Uscendo dal porto di Calata Porta di Massa non esistono informazioni. Con valigia in mano e zaino in spalla, chi vuole prendere la navetta si raccoglie sotto un cartello posto di fronte alla porta di ingresso, che si limita solo ad indicare la presenza di una fermata. Lì si accalcano sempre auto e scooter, invadendo lo spazio dedicato ai bus. Nessuno sa nulla. Riuscire ad ottenere delle indicazioni chiare è questione di fortuna. Nemmeno il barista che vende i biglietti ne azzecca una. Alla fine si scopre, grazie a qualche passante, che l’autobus di linea che conduce alla stazione centrale si trova sulla strada all’esterno, in via Marina. Antonella riesce ad arrivare dopo trenta minuti sotto la pensilina giusta, affidandosi a una vecchia e intramontabile “app”: la parola. Finiscono per ritrovarsi in quattro. A lei e alla sua amica, si aggiungono due ragazze dirette a Roma. Tutte disorientate. Alla fermata c’erano almeno dieci persone. A parte un paio, tutte erano dirette alla stazione ferroviaria di piazza Garibaldi. Ancora una volta nessuna informazione, se non il nome della fermata e quello degli autobus di passaggio riportati su una tabella dell’azienda Anm. L’unico mezzo che conduce alla Centrale è il 151. Passa? Non passa? Tra quanto tempo? Domande rimaste senza una risposta. Quindici, trenta, quaranta minuti, un’ora di attesa snervante. Un’anziana donna diretta ad Avellino è stata costretta a spostarsi a piedi verso un’altra fermata, a qualche centinaio di metri di distanza, nella speranza che arrivasse un pullman che la conducesse a piazza Municipio (dall’altra parte della città) per prendere lì la metropolitana con cui approdare al suo treno. Un’alternativa su cui hanno ripiegato anche gli altri turisti sfiancati dal peso dei borsoni e dal caldo.

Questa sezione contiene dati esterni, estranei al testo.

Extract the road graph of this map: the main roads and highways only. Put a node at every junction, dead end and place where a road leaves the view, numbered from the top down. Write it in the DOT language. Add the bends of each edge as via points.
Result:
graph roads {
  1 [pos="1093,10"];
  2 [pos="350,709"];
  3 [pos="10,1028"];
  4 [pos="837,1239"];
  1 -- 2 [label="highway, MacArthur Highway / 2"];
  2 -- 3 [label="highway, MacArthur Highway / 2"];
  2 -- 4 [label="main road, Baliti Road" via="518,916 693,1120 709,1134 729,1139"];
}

Antonella ha dovuto percorrere a piedi la strada verso la stazione della Circumvesuviana, la linea ferroviaria che collega la metropoli ai comuni della provincia, su cui spesso capita che si viaggi stipati in carrozze insudiciate, in particolare sulla linea che conduce a Sorrento. Lungo il cammino aveva pensato di imboccare una scorciatoia da piazza Mercato: “Non passare da qui, è pericoloso per due donne sole”, le ha consigliato animatamente un uomo di origini pakistane, quando ha capito le sue intenzioni. Sceglie, quindi, di proseguire con la sua amica lungo via Marina, fino all’incrocio con corso Garibaldi, dove assiste allo spettacolo di una donna che, stretto intorno al polpaccio un laccio emostatico, si buca frettolosamente a pochi passi da una caserma dei carabinieri, butta la siringa a terra e corre verso il suo scooter intontita da un’astinenza placata dall’eroina appena iniettata. Una della scene di degrado e disagio sociale rispetto alle quali ormai domina l’assuefazione. Si prosegue col cammino. Intanto di 151 non se ne vedono nemmeno in lontananza. L’alternativa sarebbe stato un taxi. Ma anche con quelli, nel breve weekend agostano, le esperienze sono state negative. Costretta a pagare una tariffa prefissata, senza avere possibilità di scelta, sia a Napoli che a Ischia. “Vedi che c’è la tariffa fissa”, obbliga l’autista, che non le lascia altra possibilità. Gliela impone. Si sale a bordo, comunque. “Prenotare il biglietto del traghetto è stato impossibile su internet, non possiamo rischiare anche di restare a terra”, riflette con la sua compagna di viaggio. Si decidono e partono in auto. Tredici euro per circa due chilometri, con tassametro spento per forza e senza traffico. Una volta scaricate, il tassista gli consiglia: “Al ritorno fatelo accendere il tassametro”. Una beffa, che si replicherà poi a Ischia dove, addirittura, a fronte dei trentacinque euro richiesti come tariffa predeterminata, l’autista ne pretende 45, sempre a tassametro tassativamente spento. “Siete in quattro, e vi ho fatto pure un favore perché vi fermate in posti differenti di Forio”, prova a giustificarsi parlando alle due ragazze e alla coppia di amici incontrati casualmente all'arrivo sull'isola.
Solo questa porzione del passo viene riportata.